Онрей продолжал рассказывать все, что он знает о лошадях, расхаживая вокруг Тэдди, а я приложила ладонь к рыжей щеке. Мурашки. Глаз Тэда смотрел почти насмешливо. Он опять очень знакомо фыркнул и толкнул меня носом в плечо.
— Да принесу я тебе яблоко, — сказала я тихо и обняла его голову.
Он замер. Я так вас люблю, вспомнила я хрипловатый голос. Так любит своего хозяина верный пес. Я не знаю. У меня никогда не было собаки.
Вскоре Онрей пошел проверять местные источники на предмет потерявшейся лошади, но я почему-то знала, что он никого не найдет. В тот день мне писалось, как никогда, хотя к завтраку туман поднялся, и в чистом поле нигде не было видно рыжего коня. Я совсем не беспокоилась о нём.
Вечером, когда мы поужинали и открыли бутылку красного вина, в дверь чулана постучали. Я привычно пошла открывать, будто это была входная дверь. Из чулана выбралась Розмила в кожаной куртке, а за ней её кумушка в манто из искусственного леопарда и в смешной шляпке.

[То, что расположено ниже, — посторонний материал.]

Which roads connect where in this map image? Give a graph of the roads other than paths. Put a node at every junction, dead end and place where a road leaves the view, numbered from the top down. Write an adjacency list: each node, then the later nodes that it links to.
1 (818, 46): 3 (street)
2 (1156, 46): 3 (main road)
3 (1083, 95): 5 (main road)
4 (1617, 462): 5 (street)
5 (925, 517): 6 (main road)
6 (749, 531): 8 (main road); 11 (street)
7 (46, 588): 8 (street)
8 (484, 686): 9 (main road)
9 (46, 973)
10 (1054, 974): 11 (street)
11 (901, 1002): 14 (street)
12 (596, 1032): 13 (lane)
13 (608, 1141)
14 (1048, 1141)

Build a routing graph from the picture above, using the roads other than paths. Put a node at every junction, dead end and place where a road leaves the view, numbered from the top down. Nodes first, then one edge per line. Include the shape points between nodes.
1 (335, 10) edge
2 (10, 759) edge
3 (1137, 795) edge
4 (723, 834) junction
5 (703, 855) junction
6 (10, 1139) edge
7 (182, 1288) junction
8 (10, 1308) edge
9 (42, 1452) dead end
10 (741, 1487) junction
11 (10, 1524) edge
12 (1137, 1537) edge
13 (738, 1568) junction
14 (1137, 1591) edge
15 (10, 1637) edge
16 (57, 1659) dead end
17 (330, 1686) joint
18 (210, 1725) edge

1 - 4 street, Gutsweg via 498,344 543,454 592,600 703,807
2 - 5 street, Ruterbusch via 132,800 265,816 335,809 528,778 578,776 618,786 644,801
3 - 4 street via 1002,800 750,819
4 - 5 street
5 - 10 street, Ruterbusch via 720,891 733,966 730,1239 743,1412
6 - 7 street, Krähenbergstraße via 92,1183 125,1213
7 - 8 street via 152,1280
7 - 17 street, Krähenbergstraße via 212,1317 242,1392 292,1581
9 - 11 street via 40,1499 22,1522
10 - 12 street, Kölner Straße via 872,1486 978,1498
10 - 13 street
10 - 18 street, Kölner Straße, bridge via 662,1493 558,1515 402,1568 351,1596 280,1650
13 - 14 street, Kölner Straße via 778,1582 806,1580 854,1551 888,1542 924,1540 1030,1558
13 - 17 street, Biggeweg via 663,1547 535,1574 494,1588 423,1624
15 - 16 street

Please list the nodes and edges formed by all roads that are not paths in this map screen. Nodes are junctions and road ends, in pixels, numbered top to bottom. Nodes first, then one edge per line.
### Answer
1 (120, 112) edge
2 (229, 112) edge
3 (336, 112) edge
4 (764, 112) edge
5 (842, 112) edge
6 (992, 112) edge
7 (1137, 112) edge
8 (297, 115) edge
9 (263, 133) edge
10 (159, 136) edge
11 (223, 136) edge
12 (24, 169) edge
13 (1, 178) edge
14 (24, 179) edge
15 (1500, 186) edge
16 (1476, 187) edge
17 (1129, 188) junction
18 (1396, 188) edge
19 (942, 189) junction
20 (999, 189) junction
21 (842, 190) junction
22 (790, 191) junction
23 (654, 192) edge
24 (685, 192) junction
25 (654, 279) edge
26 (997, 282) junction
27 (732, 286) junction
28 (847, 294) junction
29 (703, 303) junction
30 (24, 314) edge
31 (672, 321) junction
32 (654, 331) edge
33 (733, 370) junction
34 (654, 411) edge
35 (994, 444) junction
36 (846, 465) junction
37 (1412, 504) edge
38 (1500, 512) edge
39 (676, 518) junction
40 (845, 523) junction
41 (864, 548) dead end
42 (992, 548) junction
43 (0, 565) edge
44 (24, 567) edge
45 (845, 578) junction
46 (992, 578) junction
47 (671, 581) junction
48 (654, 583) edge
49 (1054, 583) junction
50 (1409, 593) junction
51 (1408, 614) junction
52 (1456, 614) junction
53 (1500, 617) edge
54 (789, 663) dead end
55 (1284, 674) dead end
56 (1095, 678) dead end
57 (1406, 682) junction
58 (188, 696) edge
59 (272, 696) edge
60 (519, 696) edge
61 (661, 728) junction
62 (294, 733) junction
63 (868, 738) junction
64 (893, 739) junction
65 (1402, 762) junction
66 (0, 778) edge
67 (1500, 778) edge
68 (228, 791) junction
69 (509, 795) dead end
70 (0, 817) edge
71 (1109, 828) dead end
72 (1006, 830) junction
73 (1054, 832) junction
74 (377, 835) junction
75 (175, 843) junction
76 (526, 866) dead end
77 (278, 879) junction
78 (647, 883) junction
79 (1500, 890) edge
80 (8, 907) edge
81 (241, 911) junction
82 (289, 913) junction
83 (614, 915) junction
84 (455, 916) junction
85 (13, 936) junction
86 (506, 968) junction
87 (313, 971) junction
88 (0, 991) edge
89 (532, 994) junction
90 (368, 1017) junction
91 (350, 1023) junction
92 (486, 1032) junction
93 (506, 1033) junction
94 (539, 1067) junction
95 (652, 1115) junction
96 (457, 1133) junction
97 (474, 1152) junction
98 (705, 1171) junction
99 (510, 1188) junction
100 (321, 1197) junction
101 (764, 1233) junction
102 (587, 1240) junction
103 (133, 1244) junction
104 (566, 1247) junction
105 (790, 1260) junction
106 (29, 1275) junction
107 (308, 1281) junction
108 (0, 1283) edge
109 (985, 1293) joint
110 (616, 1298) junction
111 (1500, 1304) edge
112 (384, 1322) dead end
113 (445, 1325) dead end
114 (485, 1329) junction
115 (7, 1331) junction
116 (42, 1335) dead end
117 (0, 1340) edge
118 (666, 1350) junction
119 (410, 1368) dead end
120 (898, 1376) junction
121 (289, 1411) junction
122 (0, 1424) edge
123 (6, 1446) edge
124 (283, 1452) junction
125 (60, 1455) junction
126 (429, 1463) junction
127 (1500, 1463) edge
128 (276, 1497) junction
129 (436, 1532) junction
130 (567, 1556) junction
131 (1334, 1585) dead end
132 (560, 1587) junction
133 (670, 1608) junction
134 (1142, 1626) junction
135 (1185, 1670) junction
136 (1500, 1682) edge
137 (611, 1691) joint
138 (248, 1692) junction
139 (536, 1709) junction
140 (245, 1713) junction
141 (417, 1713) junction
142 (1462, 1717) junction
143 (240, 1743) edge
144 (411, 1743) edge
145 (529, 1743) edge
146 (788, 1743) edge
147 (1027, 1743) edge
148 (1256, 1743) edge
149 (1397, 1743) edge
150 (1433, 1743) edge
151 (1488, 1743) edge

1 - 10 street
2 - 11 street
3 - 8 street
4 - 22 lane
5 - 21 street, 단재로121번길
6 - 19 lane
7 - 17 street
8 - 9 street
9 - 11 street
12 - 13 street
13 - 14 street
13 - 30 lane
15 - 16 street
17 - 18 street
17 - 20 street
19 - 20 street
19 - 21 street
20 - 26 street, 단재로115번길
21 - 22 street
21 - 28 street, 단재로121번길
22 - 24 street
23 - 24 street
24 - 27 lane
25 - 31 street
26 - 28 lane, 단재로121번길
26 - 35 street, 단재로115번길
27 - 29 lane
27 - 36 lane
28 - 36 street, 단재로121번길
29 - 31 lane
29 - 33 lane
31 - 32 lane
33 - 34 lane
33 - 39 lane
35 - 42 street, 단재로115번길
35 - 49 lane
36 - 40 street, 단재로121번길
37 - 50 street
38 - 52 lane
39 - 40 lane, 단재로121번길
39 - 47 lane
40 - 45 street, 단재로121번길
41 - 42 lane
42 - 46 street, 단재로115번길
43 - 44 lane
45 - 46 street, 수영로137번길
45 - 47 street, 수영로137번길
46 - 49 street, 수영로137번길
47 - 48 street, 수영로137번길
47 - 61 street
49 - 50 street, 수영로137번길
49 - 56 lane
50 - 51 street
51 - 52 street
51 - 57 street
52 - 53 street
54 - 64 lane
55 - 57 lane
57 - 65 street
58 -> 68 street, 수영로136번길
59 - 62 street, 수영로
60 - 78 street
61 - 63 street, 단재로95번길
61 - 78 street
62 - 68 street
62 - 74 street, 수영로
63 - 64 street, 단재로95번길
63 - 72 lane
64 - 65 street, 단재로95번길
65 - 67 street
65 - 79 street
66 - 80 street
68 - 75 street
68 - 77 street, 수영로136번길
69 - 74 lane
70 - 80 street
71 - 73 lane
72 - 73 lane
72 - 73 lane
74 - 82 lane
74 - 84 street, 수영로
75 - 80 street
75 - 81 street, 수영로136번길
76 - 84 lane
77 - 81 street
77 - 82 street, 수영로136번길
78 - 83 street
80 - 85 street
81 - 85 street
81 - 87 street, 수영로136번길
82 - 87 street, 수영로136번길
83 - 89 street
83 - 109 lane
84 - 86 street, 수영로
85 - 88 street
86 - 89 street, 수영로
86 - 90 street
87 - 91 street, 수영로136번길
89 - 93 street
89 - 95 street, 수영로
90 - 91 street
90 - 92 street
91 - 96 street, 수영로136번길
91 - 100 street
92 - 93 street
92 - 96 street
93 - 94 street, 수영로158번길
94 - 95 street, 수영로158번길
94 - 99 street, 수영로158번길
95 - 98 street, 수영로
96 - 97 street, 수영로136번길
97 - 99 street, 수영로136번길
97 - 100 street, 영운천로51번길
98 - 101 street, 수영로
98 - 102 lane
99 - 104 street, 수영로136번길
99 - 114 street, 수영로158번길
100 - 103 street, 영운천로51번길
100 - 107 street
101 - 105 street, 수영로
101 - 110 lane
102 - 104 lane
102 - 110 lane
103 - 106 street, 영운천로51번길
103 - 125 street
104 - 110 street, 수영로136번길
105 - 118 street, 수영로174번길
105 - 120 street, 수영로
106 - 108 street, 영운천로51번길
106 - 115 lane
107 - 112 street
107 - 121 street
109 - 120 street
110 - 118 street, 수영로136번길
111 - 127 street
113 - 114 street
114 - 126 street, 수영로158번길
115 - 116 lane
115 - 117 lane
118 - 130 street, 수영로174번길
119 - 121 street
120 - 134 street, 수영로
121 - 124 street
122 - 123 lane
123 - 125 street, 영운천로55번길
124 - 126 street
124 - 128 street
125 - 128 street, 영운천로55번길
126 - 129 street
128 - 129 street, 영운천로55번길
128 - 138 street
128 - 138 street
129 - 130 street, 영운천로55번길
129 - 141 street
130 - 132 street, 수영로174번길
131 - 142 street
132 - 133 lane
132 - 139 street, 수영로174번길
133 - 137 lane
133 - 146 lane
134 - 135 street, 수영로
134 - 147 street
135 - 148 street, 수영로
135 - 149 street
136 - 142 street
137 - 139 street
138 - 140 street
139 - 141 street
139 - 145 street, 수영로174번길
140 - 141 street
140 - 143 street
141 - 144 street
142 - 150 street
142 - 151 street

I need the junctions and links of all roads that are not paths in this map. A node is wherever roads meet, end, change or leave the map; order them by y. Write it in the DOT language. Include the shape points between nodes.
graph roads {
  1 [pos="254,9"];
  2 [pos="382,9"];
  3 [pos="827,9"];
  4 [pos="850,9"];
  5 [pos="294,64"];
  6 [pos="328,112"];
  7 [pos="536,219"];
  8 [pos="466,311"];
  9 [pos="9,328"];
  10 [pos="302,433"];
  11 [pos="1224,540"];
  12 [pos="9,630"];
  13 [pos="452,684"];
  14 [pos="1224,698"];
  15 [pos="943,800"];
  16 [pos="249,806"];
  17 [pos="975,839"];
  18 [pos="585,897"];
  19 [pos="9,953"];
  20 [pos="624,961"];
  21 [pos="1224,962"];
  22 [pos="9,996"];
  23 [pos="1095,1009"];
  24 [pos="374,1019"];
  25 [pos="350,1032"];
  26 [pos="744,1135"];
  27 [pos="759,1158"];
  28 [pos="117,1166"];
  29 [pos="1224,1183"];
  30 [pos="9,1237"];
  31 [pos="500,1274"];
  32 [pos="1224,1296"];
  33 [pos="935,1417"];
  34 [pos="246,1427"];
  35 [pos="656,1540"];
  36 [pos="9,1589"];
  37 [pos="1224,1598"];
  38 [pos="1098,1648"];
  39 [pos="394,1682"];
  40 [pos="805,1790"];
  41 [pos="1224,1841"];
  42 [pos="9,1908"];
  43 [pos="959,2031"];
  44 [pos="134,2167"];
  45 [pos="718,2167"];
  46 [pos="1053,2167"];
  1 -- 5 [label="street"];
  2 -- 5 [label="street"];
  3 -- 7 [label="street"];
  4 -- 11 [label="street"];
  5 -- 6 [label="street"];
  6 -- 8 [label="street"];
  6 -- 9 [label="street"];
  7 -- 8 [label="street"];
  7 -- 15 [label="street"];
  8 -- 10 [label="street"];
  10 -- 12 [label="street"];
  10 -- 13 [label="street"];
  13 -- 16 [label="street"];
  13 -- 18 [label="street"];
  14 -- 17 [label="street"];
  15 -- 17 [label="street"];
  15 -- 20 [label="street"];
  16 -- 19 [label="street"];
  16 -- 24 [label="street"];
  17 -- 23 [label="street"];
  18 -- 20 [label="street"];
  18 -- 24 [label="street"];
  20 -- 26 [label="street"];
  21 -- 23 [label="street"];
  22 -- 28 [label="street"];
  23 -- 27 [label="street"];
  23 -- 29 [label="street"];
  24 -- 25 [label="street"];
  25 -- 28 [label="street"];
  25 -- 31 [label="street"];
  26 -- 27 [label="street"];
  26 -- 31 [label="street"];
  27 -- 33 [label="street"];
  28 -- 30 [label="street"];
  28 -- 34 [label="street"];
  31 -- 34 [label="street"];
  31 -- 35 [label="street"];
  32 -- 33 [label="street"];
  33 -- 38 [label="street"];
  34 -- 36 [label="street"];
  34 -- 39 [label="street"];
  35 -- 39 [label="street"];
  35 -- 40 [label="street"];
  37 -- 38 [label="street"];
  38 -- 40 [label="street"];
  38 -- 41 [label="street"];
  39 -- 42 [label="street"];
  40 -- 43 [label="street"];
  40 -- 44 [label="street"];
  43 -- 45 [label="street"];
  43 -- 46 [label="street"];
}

— О, мы как раз вовремя, — обрадовалась Розмила, кивнув на вино, — Мы привезли твоих любимых сушеных лягушек и… да шучу я, шучу.
Онрей принес еще два бокала и стал рассказывать сам про мои приключения на рынке и про коня в поле.
Розмила ткнула родственницу в бок,
— Слышь, кума. Я тебе говорила, что он вернется.
Но та повернулась ко мне:
— Ты встретила нашего Тэда. Если честно, я надеялась, что он сам тебя найдет. Ты в его вкусе… писательница. Он шибко читать любит.
— Что значит, ваш Тэд? — спросила я, — он кто?»
— Кто-кто… — проворчала кума Розмилы, — Мы же рассказывали вам про местных оборотней. Тэд наш крестный, он еще жеребенком был укушен, и стал днем ходить на двух ногах, а по ночам на четырех. Да на том рынке половина торговцев той же породы. Кто по ночам летает, а кто пятачком землю роет.